§ **TASK BRIEF**
Here are some entries; quote each one exactly.

-- RECORDS FOR THIS EXERCISE follows --

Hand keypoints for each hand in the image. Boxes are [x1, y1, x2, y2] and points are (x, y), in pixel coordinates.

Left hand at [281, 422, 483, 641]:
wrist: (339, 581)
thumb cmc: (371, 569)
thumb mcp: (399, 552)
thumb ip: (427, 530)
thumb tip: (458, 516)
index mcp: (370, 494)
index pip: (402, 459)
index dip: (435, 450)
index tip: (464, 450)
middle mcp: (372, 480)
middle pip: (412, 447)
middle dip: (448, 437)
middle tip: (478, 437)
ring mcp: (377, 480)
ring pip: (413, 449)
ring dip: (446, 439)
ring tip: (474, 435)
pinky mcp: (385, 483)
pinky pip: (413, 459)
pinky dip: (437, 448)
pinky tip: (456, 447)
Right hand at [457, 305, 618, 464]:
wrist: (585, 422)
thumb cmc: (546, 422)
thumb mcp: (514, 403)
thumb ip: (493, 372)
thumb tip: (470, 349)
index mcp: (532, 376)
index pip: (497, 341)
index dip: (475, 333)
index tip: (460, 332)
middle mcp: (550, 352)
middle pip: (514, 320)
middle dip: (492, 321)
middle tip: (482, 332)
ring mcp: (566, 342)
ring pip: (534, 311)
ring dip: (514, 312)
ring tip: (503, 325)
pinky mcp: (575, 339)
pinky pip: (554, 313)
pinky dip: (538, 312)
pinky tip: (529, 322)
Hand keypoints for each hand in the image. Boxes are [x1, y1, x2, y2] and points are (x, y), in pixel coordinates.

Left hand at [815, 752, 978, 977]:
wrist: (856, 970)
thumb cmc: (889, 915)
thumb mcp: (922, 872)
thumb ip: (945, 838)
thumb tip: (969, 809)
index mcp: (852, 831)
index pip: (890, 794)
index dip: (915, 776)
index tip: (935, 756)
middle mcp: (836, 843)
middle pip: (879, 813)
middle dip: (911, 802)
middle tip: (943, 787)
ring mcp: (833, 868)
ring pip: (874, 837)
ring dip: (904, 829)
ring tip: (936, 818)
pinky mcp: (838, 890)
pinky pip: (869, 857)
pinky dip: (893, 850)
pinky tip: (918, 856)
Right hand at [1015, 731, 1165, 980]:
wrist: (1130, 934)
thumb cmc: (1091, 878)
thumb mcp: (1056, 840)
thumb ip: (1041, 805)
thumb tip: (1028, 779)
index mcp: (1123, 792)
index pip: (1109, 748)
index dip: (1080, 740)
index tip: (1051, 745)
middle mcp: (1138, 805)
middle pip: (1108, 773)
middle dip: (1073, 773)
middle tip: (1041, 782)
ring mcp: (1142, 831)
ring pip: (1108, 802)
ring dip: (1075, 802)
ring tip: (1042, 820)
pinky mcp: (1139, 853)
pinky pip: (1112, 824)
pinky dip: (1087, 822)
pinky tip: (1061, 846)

-- RECORDS FOR THIS EXERCISE concluded --

§ **RESULT OF THIS EXERCISE**
Hand keypoints for each hand in the image. Boxes are [x1, y1, x2, y2] and points are (x, y), in pixel coordinates.

Left hand at [281, 422, 483, 641]:
wrist: (339, 581)
thumb cmc: (371, 569)
thumb mcp: (399, 552)
thumb ip: (427, 530)
thumb tip: (458, 516)
index mcp: (370, 494)
index pip: (402, 459)
index dip: (435, 450)
index tip: (464, 450)
middle mcp: (372, 480)
middle pip: (412, 447)
middle dip: (448, 437)
middle tip: (478, 437)
ring mcp: (377, 480)
ring pip: (413, 449)
ring dip: (446, 439)
ring tip: (474, 435)
pinky mcp: (385, 483)
pinky pip: (413, 459)
pinky dip: (437, 448)
pinky tip: (456, 447)
Right hand at [457, 305, 618, 464]:
wrist: (585, 422)
thumb cmc: (546, 422)
thumb mcp: (514, 403)
thumb ip: (493, 372)
thumb tip: (470, 349)
index mcp: (532, 376)
index pip: (497, 341)
index dip: (475, 333)
index tip: (460, 332)
middle mcp: (550, 352)
middle pip: (514, 320)
middle dip: (492, 321)
middle tip: (482, 332)
ring mcp: (566, 342)
ring pip: (534, 311)
ring dip: (514, 312)
ring tip: (503, 325)
pinky mcp: (575, 339)
pinky pip: (554, 313)
pinky dip: (538, 312)
pinky tip: (529, 322)
Hand keypoints for each hand in the image. Boxes are [x1, y1, x2, y2] and points are (x, y), in pixel coordinates.

Left hand at [815, 752, 978, 977]:
wrist: (856, 970)
thumb cmc: (889, 915)
thumb mcp: (922, 872)
thumb ip: (945, 838)
thumb tip: (969, 809)
index mcp: (852, 831)
index pip: (890, 794)
index dip: (915, 776)
index tip: (935, 756)
middle mcp: (836, 843)
middle pip: (879, 813)
middle dip: (911, 802)
middle tip: (943, 787)
ring mcp: (833, 868)
ring pip: (874, 837)
ring dip: (904, 829)
ring tip: (936, 818)
pinky mcp: (838, 890)
pinky pip: (869, 857)
pinky dip: (893, 850)
pinky tip: (918, 856)
Right hand at [1015, 731, 1165, 980]:
wrist: (1130, 934)
thumb cmc: (1091, 878)
thumb mcp: (1056, 840)
thumb ip: (1041, 805)
thumb tip: (1028, 779)
index mcp: (1123, 792)
index pip: (1109, 748)
index dip: (1080, 740)
index tip: (1051, 745)
middle mcp: (1138, 805)
middle pip: (1108, 773)
middle dip: (1073, 773)
middle tip: (1041, 782)
ring mcp: (1142, 831)
ring pip: (1108, 802)
ring dip: (1075, 802)
ring tip: (1042, 820)
pinky mcp: (1139, 853)
pinky pip: (1112, 824)
pinky dip: (1087, 822)
pinky tip: (1061, 846)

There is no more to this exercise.